Application Performance Monitoring: Beyond the Health Check Endpoint

A health check endpoint that returns 200 tells you your application process is running. It tells you nothing about whether your application is performing well, why users might be experiencing slow response times, which database queries are responsible for 40% of your API latency, or how your application's performance has changed since the last deployment.

Performance monitoring is about answering those questions with data. Here is how I set it up properly.

The Performance Metrics That Matter

Performance monitoring starts with defining what "performance" means for your specific application. For a web API, the relevant metrics are:

Response time by endpoint — not just average, but p50, p90, p99, and p99.9. The average latency for your API might be 45ms. The p99 might be 1,200ms. Those are wildly different user experiences, and the average tells you almost nothing about the tail.

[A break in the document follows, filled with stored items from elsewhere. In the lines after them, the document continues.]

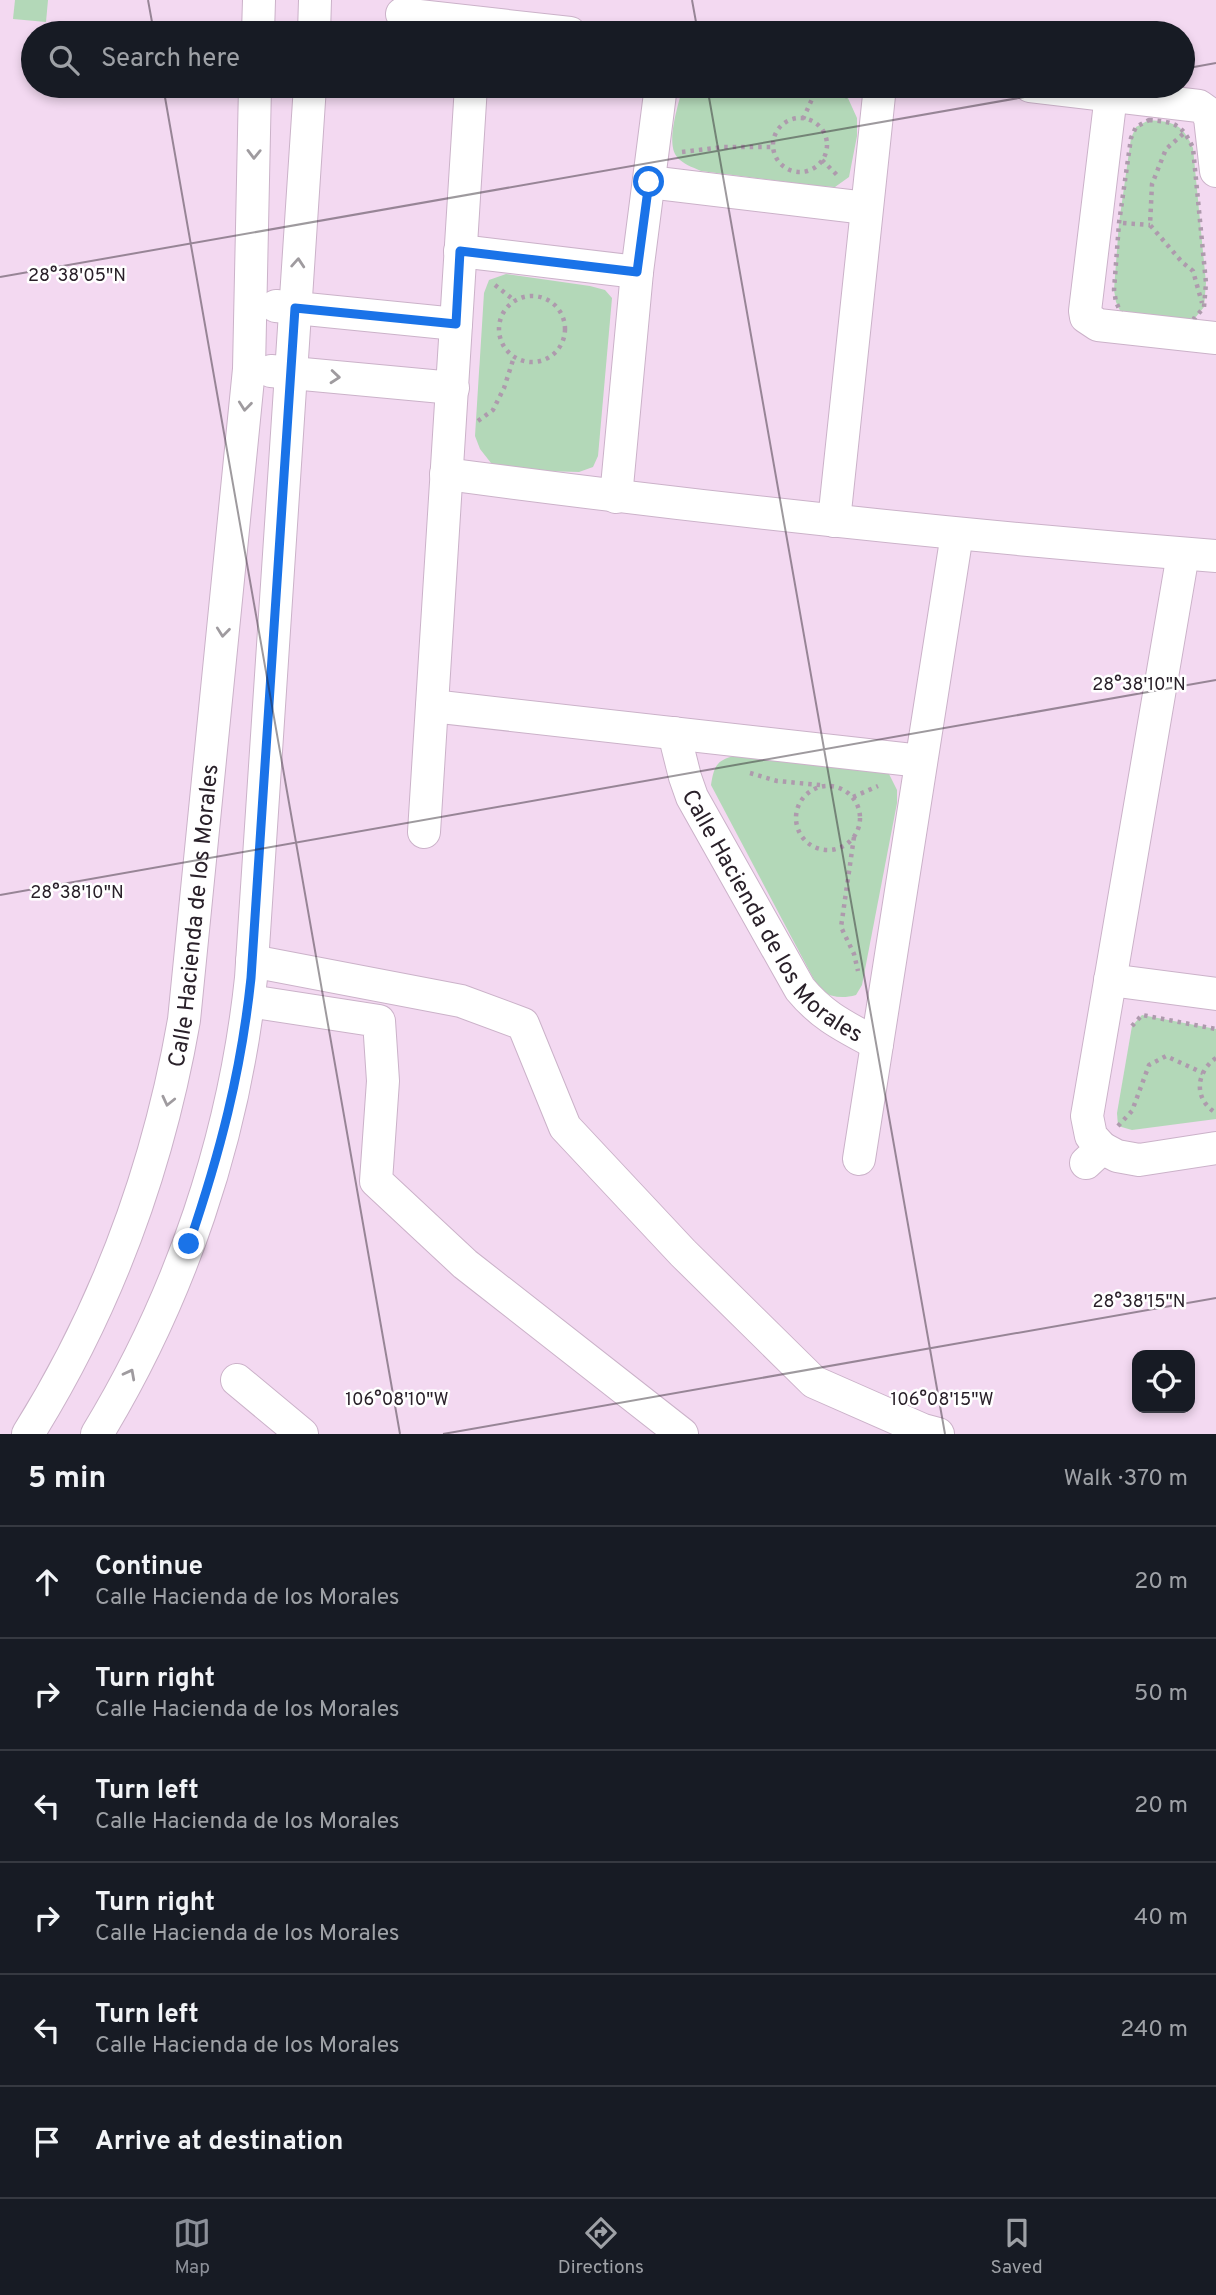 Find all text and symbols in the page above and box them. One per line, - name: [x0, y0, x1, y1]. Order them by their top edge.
- search box: [21, 21, 1195, 98]
- icon: search: [45, 41, 83, 79]
- text: Search here: [101, 43, 240, 76]
- one-way arrow: [246, 149, 261, 160]
- route start: [633, 166, 664, 197]
- one-way arrow: [291, 257, 306, 268]
- text: 28°38'05"N: [28, 265, 126, 288]
- one-way arrow: [330, 369, 341, 384]
- one-way arrow: [238, 400, 253, 412]
- one-way arrow: [216, 627, 231, 638]
- text: 28°38'10"N: [1092, 674, 1186, 697]
- street label: Calle Hacienda de los Morales: [163, 763, 226, 1070]
- street label: Calle Hacienda de los Morales: [674, 785, 867, 1050]
- text: 28°38'10"N: [30, 882, 124, 905]
- one-way arrow: [162, 1095, 177, 1107]
- route end: [173, 1228, 204, 1259]
- text: 28°38'15"N: [1093, 1291, 1185, 1314]
- map controls: [1132, 1350, 1195, 1413]
- button: locate: [1132, 1350, 1195, 1413]
- one-way arrow: [122, 1369, 135, 1382]
- text: 106°08'10"W: [345, 1389, 449, 1412]
- text: 106°08'15"W: [890, 1389, 994, 1412]
- text: 5 min: [28, 1461, 106, 1498]
- text: Walk · 370 m: [1064, 1465, 1188, 1494]
- text: Continue: [95, 1551, 203, 1584]
- icon: ahead: [28, 1563, 66, 1601]
- text: 20 m: [1134, 1568, 1188, 1597]
- text: Calle Hacienda de los Morales: [95, 1584, 400, 1613]
- text: Turn right: [95, 1663, 215, 1696]
- icon: right: [28, 1675, 66, 1713]
- text: 50 m: [1134, 1680, 1188, 1709]
- text: Calle Hacienda de los Morales: [95, 1696, 400, 1725]
- text: Turn left: [95, 1775, 199, 1808]
- icon: left: [28, 1787, 66, 1825]
- text: 20 m: [1134, 1792, 1188, 1821]
- text: Calle Hacienda de los Morales: [95, 1808, 400, 1837]
- text: Turn right: [95, 1887, 215, 1920]
- icon: right: [28, 1899, 66, 1937]
- text: 40 m: [1134, 1904, 1188, 1933]
- text: Calle Hacienda de los Morales: [95, 1920, 400, 1949]
- text: Turn left: [95, 1999, 199, 2032]
- icon: left: [28, 2011, 66, 2049]
- text: 240 m: [1120, 2016, 1188, 2045]
- text: Calle Hacienda de los Morales: [95, 2032, 400, 2061]
- icon: arrive: [28, 2123, 66, 2161]
- text: Arrive at destination: [95, 2126, 343, 2159]
- tab: Map: [173, 2214, 211, 2280]
- tab: Directions: [558, 2214, 644, 2280]
- tab: Saved: [991, 2214, 1043, 2280]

Database query time — which queries are slow, how frequently they run, and whether query performance is consistent or variable (variable indicates table scan behavior that degrades as data grows).

External API call latency — every call to a third-party service is a latency source you do not control. You need to know which external calls are the slowest and what happens when they time out.

Error rate by endpoint — percentage of requests that return 4xx or 5xx responses, broken down by endpoint.

Throughput — requests per second, showing your load patterns and helping you correlate performance changes with traffic changes.

Distributed Tracing: Following a Request Through Your System

For applications that span multiple services — an API that calls other APIs, reads from a database, puts items on a queue — you need distributed tracing to understand where time is spent within a request.

OpenTelemetry is the standard. It provides vendor-neutral instrumentation libraries that export trace data to any compatible backend (Jaeger, Zipkin, Datadog, Honeycomb, Grafana Tempo).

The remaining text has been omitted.